In [1]:
import satkit

# satkit.utils.update_datafiles()

In [2]:
from dotenv import load_dotenv
import os
import logging

logging.basicConfig(level=logging.INFO, filename='training.log', filemode='a', format='%(asctime)s %(levelname)s:%(message)s')
logging.info("Starting training script")

load_dotenv()

True

In [3]:
import torch
import torch.nn as nn
import numpy as np

if torch.cuda.is_available():
    torch.set_default_device('cuda')
    device_str = 'cuda'
else:
    device_str = 'cpu'

device = torch.device(device_str)

In [4]:
from torch.cuda.amp import autocast, GradScaler
from torch import optim
from dsgp4 import mldsgp4
from lazy_dataset.dataset import LazyDataset, TrainingStep, State
from dsgp4.tle import TLE
from util.transform import teme_to_gcrf, gcrf_to_teme
import satkit as sk

def extract_batch_data(batch: list[TrainingStep]) -> tuple[list[TLE], list[State], torch.Tensor]:
    """
    Extracts TLEs and states from a batch of data.
    """
    tles = [step.tle for step in batch]
    all_state_lists = [step.states for step in batch]
    all_tsince_lists = [step.tsinces for step in batch]
    states = [state for state_list in all_state_lists for state in state_list]
    tsinces = [tsince for tsince_list in all_tsince_lists for tsince in tsince_list]

    flattened_tles = []
    batched_steps = []
    for tle, tsince_list in zip(tles, all_tsince_lists):
        flattened_tles.extend([tle] * len(tsince_list))
        if len(tsince_list) > 0:
            batched_steps.extend(torch.linspace(0, tsince_list[-1], len(tsince_list), device=device).tolist())

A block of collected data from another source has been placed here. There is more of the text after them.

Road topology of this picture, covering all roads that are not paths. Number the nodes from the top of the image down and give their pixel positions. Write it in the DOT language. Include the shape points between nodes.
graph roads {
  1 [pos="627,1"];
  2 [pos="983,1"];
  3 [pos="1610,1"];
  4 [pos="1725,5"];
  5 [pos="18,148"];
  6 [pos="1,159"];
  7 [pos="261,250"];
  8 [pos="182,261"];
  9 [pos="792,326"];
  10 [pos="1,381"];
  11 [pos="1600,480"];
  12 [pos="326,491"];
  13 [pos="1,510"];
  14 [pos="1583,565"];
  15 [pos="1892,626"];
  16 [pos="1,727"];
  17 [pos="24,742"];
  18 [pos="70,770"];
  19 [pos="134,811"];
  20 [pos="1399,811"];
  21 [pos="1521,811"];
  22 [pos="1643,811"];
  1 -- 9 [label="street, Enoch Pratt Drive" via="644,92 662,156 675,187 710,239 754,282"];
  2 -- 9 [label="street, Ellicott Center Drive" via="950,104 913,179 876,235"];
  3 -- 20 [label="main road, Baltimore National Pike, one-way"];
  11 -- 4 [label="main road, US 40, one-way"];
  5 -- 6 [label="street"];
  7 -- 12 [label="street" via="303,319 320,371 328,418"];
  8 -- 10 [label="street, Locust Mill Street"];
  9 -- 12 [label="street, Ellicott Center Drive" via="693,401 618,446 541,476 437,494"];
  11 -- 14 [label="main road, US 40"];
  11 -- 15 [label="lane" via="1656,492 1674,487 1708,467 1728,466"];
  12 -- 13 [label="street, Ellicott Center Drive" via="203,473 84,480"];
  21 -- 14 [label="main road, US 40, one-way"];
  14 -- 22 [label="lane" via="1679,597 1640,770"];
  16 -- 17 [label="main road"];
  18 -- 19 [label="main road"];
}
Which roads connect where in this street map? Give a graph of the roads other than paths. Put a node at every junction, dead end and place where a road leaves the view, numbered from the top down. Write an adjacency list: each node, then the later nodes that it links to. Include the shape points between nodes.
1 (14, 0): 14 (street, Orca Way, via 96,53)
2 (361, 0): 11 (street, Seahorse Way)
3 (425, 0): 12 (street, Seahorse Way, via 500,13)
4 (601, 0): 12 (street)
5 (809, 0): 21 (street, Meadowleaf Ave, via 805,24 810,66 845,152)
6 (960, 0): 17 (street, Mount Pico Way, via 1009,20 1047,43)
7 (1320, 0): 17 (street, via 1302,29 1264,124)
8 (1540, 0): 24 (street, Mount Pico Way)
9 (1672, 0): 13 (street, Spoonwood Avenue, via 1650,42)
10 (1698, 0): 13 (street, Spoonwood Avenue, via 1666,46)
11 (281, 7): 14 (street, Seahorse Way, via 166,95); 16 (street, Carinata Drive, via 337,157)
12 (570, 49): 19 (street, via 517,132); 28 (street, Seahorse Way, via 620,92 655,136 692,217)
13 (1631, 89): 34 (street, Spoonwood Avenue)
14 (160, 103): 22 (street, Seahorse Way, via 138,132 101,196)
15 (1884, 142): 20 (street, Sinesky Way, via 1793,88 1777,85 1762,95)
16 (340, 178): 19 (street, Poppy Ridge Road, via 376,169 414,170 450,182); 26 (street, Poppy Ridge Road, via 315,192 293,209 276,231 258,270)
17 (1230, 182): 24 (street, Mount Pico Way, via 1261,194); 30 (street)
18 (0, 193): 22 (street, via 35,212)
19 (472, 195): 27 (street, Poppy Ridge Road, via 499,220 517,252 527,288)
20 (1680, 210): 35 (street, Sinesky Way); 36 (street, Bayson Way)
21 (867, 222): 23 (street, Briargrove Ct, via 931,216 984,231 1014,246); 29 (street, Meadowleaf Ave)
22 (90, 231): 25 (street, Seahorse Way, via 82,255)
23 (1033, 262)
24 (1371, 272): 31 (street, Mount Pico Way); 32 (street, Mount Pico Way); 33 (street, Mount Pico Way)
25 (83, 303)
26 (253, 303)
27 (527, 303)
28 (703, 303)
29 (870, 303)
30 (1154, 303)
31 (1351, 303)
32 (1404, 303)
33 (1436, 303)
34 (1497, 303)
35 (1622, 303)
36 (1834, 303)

    batched_steps = torch.tensor(batched_steps, device=device)

    return flattened_tles, states, batched_steps

def normalize_ground_truth(states, normalization_R=6958.137, normalization_V=7.947155867983262):
    """
    Normalize ground truth states to match model's output space.
    
    Args:
        states: Tensor [N, 6] with positions (km) and velocities (km/s)
        
    Returns:
        normalized_states: Tensor [N, 6] in normalized units
    """
    normalized = torch.zeros_like(states)
    normalized[:, :3] = states[:, :3] / normalization_R  # Normalize positions
    normalized[:, 3:] = states[:, 3:] / normalization_V   # Normalize velocities
    
    return normalized

def train(
        model: mldsgp4,
        dataset: LazyDataset,
        optimizer: optim.Optimizer,
        criterion: nn.Module = nn.SmoothL1Loss(),
        scaler: GradScaler = GradScaler(),
        chunk_size=512,
        ):
    model.train()
    total_loss = 0.0

    for i, batch in enumerate(dataset):
        logging.info(f"Processing batch {i+1}/{len(dataset)} with {len(batch)} steps")
        tles, states, steps = extract_batch_data(batch)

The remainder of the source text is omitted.